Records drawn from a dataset
━━━━━━━━

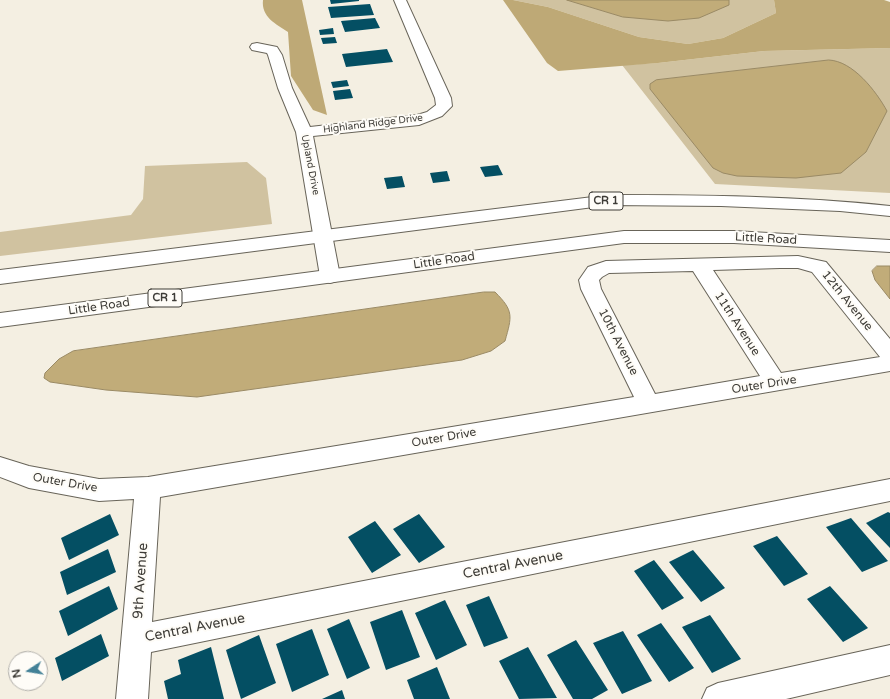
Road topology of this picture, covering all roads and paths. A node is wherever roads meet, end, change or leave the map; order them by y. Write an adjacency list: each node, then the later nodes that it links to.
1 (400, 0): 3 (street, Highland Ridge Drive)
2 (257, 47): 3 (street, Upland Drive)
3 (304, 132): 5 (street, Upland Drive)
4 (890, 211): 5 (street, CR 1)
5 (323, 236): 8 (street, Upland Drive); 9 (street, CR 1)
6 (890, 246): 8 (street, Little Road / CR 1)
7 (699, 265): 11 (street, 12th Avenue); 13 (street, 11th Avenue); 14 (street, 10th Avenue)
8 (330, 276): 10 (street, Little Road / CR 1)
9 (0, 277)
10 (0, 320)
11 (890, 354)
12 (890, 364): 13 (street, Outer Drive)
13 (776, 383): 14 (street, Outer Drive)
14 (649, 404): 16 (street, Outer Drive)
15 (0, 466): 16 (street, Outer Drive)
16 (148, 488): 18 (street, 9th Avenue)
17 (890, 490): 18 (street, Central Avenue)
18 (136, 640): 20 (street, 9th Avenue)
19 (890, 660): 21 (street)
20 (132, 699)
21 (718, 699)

━━━━━━━━

* EXERCISE PROMPT *
Write out every record above exactly, leaving no picture in the result.

* RESULT *
Road topology of this picture, covering all roads and paths. A node is wherever roads meet, end, change or leave the map; order them by y. Write an adjacency list: each node, then the later nodes that it links to.
1 (400, 0): 3 (street, Highland Ridge Drive)
2 (257, 47): 3 (street, Upland Drive)
3 (304, 132): 5 (street, Upland Drive)
4 (890, 211): 5 (street, CR 1)
5 (323, 236): 8 (street, Upland Drive); 9 (street, CR 1)
6 (890, 246): 8 (street, Little Road / CR 1)
7 (699, 265): 11 (street, 12th Avenue); 13 (street, 11th Avenue); 14 (street, 10th Avenue)
8 (330, 276): 10 (street, Little Road / CR 1)
9 (0, 277)
10 (0, 320)
11 (890, 354)
12 (890, 364): 13 (street, Outer Drive)
13 (776, 383): 14 (street, Outer Drive)
14 (649, 404): 16 (street, Outer Drive)
15 (0, 466): 16 (street, Outer Drive)
16 (148, 488): 18 (street, 9th Avenue)
17 (890, 490): 18 (street, Central Avenue)
18 (136, 640): 20 (street, 9th Avenue)
19 (890, 660): 21 (street)
20 (132, 699)
21 (718, 699)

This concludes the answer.